A federal judge said Friday it appears to be “effectively inaccurate” for the Trump administration to continue to assert that Elon Musk has no formal position in operations that led to massive firing of federal workers and hocking the country's foreign aid agencies.
Judge Theodore D. Chuan of the US District Court for the District of Maryland repeatedly located government lawyers to further clarify Musk's role in cases that directly challenge government efficiency or the constitutionality of the task force known as the U.S. Dozi Services.
Until this week, government officials had resisted answering inquiries about who officially took on the task force, except that they weren't Musk. (Mr. Musk is also not among employees, the government said.) On Tuesday, White House officials said former health investment executive Amy Gleason was acting manager.
On Friday, Joshua E. Gardner, a civil division lawyer for the Department of Justice, denied that Musk played any role in government efficiency. This revealed the initiative despite Musk explicitly driving an initiative that includes an email that sought to request all federal employees to respond on the list of five achievements last weekend. The email was sent by the Human Resources Administration, but it is the federal HR department, Musk said Wednesday that he proposed it and the president approved it.
Judge Fan asked Gardner, who headed the agency, before Gleason was announced as a proxy manager. Gardner immediately corrected himself after saying he didn't ask, and he asked, but said he “didn't get the answer” beyond what it wasn't Musk. The judge said he felt the government had no answers “very suspicious.”
The three-hour hearing was the latest in a lawsuit filed in mid-February on behalf of 26 unnamed current and former employees or contractors with the U.S. International Development Agency. Musk's specific target, foreign aid agencies, were rapidly dismantled in the months since Trump took office. Recently, Trump administration appointees have fired hundreds of employees who help manage responses to the emergency humanitarian crisis around the world, disrupting the agency's future.
The plaintiff's lawyers on Friday argued that Musk's operation was inherently unconstitutional, as he was not appointed by the president or approved by the Senate, as required by the constitutional appointment clause.
Musk is “the most powerful and most powerful officer in government alongside the president at present, and one of the most powerful people in our country's history,” said Norm Eisen, one of his lawyers.
He added that historically, even the White House Chief of Staff, the president's top aide, has not acted as much as Musk's authority, and there are no administrative figures.
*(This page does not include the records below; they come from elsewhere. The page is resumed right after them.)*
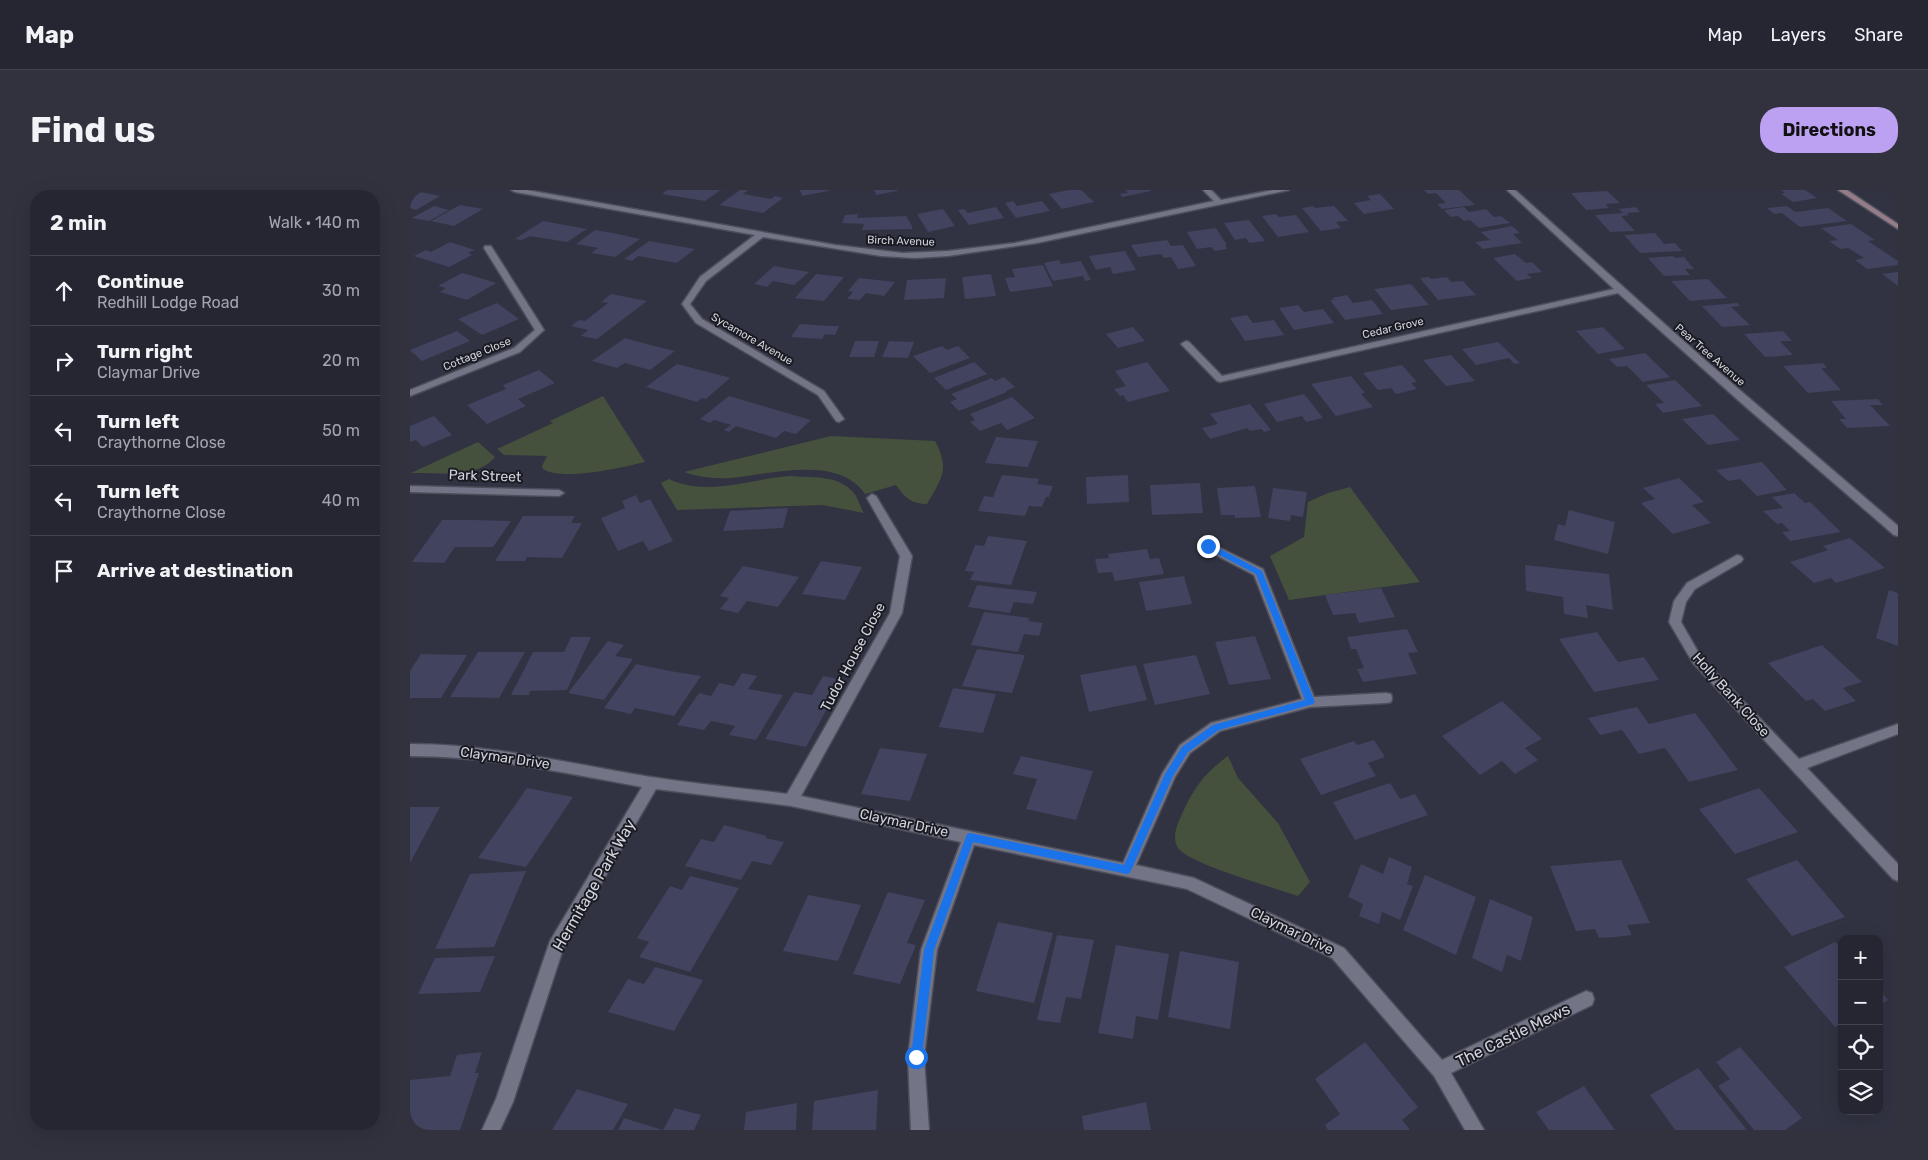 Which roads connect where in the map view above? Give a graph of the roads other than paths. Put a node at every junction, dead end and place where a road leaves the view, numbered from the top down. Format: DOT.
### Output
graph roads {
  1 [pos="515,190"];
  2 [pos="1206,190"];
  3 [pos="1286,190"];
  4 [pos="1512,190"];
  5 [pos="1842,190"];
  6 [pos="1219,202"];
  7 [pos="1898,227"];
  8 [pos="760,234"];
  9 [pos="488,248"];
  10 [pos="1619,290"];
  11 [pos="1186,344"];
  12 [pos="410,394"];
  13 [pos="839,419"];
  14 [pos="410,489"];
  15 [pos="559,494"];
  16 [pos="872,498"];
  17 [pos="1898,532"];
  18 [pos="1208,546"];
  19 [pos="1737,559"];
  20 [pos="1386,698"];
  21 [pos="1310,702"];
  22 [pos="1898,729"];
  23 [pos="410,750"];
  24 [pos="1796,766"];
  25 [pos="652,783"];
  26 [pos="791,800"];
  27 [pos="970,837"];
  28 [pos="1127,870"];
  29 [pos="1898,874"];
  30 [pos="1586,999"];
  31 [pos="1440,1070"];
  32 [pos="491,1130"];
  33 [pos="920,1130"];
  34 [pos="1475,1130"];
  1 -- 8 [label="street, Birch Avenue"];
  2 -- 6 [label="street"];
  3 -- 6 [label="street, Birch Avenue"];
  4 -- 10 [label="street, Pear Tree Avenue"];
  5 -- 7 [label="street"];
  6 -- 8 [label="street, Birch Avenue"];
  8 -- 13 [label="street, Sycamore Avenue"];
  9 -- 12 [label="street, Cottage Close"];
  10 -- 11 [label="street, Cedar Grove"];
  10 -- 17 [label="street, Pear Tree Avenue"];
  14 -- 15 [label="street, Park Street"];
  16 -- 26 [label="street, Tudor House Close"];
  18 -- 21 [label="street"];
  19 -- 24 [label="street, Holly Bank Close"];
  20 -- 21 [label="street"];
  21 -- 28 [label="street"];
  22 -- 24 [label="street"];
  23 -- 25 [label="street, Claymar Drive"];
  24 -- 29 [label="street, Holly Bank Close"];
  25 -- 26 [label="street, Claymar Drive"];
  25 -- 32 [label="street, Hermitage Park Way"];
  26 -- 27 [label="street, Claymar Drive"];
  27 -- 28 [label="street, Claymar Drive"];
  27 -- 33 [label="street"];
  28 -- 31 [label="street, Claymar Drive"];
  30 -- 31 [label="street, The Castle Mews"];
  31 -- 34 [label="street, Claymar Drive"];
}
This meant that Musk's actions in the case of USAID – dispatching teams to close the program, blocking access to the system to employees and contractors, and via sensitive, confidential agent data – amounted to a “significant violation of separation of power.”
Eisen's counsel Mimi Marziani further characterized Musk's role as a “makeup position.”
The court's filing in the torrent of lawsuits challenging Musk and his fellow federal agencies provided a limited window, albeit limited, to government efficiency. As part of the only in-person account, they painted pictures of the closely managed process of small groups of government employees coming and going to the institution and grabbing data in pursuit of larger political goals.
Gardner argued that government efficiency had no attempt to shut down USAID, but rather had been subject to a “restructuring of consultations with Congress.” He added that he does not believe the president has the power to shut down the agency completely.
Judge Chuan pushed back that character and cited a letter from Secretary of State Marco Rubio to Congress, and announced that he had taken over as the proxy administrator of the USAID, saying it could be repealed consistent with applicable law.
“Wood chippers are not usually a reorganization,” Judge Chuan rebutted, appearing to refer to Musk's social media post in early February.
“I don't even know what that means, your honor,” Gardner replied.
Judge Chuan last week gave allegations to move forward with Friday's hearing to consider whether to stop Musk's team from continuing to change the agency. The hearing occurred amid an extreme shrinking of government agencies as they moved to end thousands of contracts and grants and moved to eliminate about 90% of USAID work.
Earlier this week, a federal judge in Washington gave a late-night deadline Thursday to release payments to many programs and organizations that the agency has long funded. The administration also filed an emergency appeal to the Supreme Court, and on Wednesday night, Secretary John J. Roberts issued a temporary administrative stay.
On Friday, the plaintiffs asked Judge Chuan to block Comba via USAID data and systems as a method of short-term relief. They said their clients were stationed overseas and suffered from “physical and psychological harm” but missed payments and were separated from the agency's systems and other “potentially life-saving services.”
The judge refused to issue an immediate decision.